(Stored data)
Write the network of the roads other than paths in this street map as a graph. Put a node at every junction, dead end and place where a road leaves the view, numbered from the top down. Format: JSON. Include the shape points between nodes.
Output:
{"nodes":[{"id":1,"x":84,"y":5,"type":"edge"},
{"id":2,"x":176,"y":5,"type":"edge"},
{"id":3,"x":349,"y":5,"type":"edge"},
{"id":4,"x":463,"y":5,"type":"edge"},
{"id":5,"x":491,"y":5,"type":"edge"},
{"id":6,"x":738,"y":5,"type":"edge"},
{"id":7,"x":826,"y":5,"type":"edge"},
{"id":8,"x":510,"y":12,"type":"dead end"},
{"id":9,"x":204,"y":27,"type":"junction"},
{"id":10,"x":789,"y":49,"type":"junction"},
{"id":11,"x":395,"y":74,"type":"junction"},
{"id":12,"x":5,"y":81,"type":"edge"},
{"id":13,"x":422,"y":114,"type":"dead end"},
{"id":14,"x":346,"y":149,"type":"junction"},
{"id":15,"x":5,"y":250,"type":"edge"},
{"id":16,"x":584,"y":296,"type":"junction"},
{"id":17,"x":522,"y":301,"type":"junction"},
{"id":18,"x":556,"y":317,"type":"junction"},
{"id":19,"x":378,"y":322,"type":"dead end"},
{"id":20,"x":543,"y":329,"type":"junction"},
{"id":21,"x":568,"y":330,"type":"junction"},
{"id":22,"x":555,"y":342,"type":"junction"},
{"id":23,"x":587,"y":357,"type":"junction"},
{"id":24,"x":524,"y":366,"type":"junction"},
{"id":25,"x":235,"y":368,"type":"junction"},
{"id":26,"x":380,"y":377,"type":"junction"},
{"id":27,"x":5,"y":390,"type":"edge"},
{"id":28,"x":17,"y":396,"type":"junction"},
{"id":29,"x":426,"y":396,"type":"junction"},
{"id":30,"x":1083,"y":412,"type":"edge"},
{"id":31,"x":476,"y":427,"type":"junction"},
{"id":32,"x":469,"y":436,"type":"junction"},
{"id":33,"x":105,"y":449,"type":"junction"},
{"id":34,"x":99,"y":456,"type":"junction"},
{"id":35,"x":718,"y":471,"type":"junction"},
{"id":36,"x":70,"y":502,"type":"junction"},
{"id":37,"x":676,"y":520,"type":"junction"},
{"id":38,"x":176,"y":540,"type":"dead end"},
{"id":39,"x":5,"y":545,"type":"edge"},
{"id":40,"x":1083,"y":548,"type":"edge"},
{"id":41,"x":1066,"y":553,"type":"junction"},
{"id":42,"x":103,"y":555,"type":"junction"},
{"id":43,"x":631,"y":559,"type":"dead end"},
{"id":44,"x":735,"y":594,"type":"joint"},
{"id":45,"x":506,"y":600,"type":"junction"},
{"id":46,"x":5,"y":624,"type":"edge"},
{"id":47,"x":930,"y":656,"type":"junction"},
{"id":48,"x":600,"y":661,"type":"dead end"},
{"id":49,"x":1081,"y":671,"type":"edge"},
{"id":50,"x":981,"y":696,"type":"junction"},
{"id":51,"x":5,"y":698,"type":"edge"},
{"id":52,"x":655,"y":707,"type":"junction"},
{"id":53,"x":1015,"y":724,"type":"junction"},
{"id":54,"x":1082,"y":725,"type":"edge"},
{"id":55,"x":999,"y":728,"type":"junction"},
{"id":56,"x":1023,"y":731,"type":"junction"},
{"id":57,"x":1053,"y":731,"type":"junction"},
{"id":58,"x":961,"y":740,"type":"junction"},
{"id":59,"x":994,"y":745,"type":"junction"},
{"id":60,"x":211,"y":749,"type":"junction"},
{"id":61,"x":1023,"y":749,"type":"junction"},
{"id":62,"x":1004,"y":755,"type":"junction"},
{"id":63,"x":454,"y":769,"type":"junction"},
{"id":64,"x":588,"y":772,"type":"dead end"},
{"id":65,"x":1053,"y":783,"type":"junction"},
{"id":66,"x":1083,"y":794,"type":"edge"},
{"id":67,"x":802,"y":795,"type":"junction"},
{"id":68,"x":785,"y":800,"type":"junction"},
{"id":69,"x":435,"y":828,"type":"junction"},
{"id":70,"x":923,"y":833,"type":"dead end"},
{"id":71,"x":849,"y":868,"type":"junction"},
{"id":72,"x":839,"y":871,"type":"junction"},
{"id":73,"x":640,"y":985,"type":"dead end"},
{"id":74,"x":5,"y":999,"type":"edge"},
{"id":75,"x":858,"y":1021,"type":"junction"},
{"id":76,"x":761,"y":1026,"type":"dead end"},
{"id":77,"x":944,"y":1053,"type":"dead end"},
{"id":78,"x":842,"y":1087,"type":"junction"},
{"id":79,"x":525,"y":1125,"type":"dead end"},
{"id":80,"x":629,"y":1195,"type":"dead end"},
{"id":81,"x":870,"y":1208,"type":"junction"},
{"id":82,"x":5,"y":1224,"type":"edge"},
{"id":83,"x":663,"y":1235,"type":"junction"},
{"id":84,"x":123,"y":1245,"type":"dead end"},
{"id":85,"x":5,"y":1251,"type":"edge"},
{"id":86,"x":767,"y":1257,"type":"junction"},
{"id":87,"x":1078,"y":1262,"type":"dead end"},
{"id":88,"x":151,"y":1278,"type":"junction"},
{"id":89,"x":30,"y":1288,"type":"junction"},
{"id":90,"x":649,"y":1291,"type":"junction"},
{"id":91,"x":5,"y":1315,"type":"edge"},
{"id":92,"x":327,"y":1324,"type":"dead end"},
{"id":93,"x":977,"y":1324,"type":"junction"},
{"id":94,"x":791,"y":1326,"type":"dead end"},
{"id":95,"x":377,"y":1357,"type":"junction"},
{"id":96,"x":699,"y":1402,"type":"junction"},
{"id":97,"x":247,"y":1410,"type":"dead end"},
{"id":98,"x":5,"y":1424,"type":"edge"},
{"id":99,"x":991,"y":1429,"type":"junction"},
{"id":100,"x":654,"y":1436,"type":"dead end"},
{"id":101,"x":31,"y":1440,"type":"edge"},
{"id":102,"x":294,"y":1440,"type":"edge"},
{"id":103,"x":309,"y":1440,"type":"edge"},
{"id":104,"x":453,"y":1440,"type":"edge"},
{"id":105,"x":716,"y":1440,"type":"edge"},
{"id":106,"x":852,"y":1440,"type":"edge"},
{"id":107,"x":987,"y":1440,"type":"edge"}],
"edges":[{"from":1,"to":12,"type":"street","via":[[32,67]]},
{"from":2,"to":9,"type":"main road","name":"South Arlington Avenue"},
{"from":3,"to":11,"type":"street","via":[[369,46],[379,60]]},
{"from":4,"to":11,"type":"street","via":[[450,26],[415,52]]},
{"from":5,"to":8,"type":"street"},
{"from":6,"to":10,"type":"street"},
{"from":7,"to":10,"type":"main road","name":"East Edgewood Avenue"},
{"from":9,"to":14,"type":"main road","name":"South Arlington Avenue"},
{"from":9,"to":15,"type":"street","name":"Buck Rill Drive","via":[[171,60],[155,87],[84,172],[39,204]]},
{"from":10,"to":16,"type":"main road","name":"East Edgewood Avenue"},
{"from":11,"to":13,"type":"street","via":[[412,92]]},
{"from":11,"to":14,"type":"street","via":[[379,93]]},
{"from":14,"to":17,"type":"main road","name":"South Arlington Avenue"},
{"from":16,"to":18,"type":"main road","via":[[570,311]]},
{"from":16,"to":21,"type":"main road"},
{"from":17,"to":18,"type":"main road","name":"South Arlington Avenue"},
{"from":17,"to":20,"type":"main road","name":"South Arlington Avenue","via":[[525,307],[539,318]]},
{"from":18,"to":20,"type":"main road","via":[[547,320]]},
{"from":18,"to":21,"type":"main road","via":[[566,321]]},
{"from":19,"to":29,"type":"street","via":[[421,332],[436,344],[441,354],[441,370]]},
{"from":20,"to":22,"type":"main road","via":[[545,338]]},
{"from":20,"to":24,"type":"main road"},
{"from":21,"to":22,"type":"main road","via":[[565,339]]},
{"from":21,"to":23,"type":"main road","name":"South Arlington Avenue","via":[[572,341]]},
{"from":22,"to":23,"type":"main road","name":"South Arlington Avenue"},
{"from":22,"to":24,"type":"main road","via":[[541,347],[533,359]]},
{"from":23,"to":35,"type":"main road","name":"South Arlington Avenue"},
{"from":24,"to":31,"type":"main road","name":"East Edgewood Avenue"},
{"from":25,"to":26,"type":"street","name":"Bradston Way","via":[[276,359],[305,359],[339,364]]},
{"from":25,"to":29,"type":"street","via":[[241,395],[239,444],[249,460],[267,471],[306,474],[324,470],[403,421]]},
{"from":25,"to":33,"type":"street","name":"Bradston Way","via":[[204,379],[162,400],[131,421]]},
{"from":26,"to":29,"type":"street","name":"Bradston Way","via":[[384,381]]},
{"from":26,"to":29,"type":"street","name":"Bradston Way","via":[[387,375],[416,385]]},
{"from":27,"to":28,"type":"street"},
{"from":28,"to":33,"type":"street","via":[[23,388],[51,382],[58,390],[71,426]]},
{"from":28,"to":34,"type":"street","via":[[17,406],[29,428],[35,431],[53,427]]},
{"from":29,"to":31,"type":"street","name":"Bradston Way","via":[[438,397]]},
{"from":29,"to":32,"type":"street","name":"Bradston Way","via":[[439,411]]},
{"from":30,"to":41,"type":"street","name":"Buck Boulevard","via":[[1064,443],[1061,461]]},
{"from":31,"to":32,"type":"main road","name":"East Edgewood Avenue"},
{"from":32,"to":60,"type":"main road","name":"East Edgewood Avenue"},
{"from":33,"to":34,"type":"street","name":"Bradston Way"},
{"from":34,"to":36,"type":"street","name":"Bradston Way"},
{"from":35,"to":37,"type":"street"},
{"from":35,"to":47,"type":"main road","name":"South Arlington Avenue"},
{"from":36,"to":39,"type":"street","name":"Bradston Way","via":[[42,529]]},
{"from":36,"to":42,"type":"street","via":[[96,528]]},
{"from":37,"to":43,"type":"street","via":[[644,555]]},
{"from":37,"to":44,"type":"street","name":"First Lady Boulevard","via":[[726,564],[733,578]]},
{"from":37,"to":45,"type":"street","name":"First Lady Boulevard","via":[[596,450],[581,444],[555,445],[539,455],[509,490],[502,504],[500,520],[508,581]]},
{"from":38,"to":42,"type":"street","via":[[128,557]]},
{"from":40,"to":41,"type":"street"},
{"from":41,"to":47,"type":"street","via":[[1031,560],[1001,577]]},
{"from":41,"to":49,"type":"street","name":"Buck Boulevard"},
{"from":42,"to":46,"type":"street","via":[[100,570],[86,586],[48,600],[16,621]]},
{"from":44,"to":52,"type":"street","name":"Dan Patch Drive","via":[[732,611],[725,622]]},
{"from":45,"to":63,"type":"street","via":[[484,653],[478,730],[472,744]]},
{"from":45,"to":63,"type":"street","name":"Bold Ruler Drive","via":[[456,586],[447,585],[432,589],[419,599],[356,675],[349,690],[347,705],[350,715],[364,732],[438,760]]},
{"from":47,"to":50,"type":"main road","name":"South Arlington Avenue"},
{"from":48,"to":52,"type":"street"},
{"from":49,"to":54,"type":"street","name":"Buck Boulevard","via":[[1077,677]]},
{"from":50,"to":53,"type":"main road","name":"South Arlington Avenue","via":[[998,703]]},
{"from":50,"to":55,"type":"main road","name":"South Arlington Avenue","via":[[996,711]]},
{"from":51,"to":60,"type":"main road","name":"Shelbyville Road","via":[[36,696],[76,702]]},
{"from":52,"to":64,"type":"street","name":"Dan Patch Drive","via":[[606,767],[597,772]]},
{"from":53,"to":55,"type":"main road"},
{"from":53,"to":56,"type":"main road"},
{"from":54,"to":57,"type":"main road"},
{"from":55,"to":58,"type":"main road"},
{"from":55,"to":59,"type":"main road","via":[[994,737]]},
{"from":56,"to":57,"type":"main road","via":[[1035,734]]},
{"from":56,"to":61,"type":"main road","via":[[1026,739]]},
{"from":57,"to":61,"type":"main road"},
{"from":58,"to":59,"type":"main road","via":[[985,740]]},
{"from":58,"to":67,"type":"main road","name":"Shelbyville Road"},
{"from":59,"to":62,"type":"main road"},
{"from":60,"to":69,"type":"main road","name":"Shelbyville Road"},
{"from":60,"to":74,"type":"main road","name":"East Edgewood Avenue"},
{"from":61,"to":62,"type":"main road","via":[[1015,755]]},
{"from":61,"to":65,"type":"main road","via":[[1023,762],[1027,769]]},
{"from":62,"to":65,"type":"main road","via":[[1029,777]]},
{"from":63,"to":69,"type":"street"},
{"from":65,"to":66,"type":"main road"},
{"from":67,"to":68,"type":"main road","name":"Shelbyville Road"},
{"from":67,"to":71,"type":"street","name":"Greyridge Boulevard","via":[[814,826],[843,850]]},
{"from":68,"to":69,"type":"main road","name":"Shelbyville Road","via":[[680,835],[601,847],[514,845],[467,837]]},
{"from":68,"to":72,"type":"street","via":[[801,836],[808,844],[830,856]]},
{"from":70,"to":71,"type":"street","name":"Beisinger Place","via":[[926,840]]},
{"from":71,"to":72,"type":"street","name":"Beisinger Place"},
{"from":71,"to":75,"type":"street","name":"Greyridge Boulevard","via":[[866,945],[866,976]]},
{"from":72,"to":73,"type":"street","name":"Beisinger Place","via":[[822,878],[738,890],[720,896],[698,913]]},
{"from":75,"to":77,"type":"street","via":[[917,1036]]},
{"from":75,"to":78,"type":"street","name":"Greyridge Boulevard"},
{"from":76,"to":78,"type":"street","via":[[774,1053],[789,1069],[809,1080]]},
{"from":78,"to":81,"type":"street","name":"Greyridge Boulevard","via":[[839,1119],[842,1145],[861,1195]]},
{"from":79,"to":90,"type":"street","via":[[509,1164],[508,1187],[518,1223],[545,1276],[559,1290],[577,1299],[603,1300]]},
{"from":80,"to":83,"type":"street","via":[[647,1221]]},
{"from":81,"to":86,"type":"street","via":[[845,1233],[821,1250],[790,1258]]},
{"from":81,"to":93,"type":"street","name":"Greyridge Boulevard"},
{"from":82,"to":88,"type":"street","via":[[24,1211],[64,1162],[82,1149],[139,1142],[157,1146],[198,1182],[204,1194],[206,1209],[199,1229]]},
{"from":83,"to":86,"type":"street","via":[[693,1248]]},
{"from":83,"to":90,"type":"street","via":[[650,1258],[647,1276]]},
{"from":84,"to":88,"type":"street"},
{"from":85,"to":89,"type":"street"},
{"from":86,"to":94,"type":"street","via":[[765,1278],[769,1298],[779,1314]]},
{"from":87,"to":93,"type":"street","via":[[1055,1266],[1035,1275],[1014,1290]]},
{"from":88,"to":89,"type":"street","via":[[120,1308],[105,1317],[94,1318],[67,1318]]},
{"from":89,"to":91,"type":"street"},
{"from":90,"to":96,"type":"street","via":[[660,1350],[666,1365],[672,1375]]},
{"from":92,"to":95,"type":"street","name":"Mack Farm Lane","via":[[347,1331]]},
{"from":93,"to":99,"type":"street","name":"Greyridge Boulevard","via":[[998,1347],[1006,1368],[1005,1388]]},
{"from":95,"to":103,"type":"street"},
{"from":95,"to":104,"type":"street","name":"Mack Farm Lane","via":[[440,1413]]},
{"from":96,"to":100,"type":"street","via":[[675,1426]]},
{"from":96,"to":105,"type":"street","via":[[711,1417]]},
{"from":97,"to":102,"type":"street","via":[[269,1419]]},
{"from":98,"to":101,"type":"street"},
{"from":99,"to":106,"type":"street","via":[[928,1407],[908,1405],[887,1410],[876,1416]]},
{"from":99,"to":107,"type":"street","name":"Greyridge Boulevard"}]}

### Required action
Check each line of the data above for the word "Beisinger" and say how many lines have it. Give the number alone.

### Answer space
3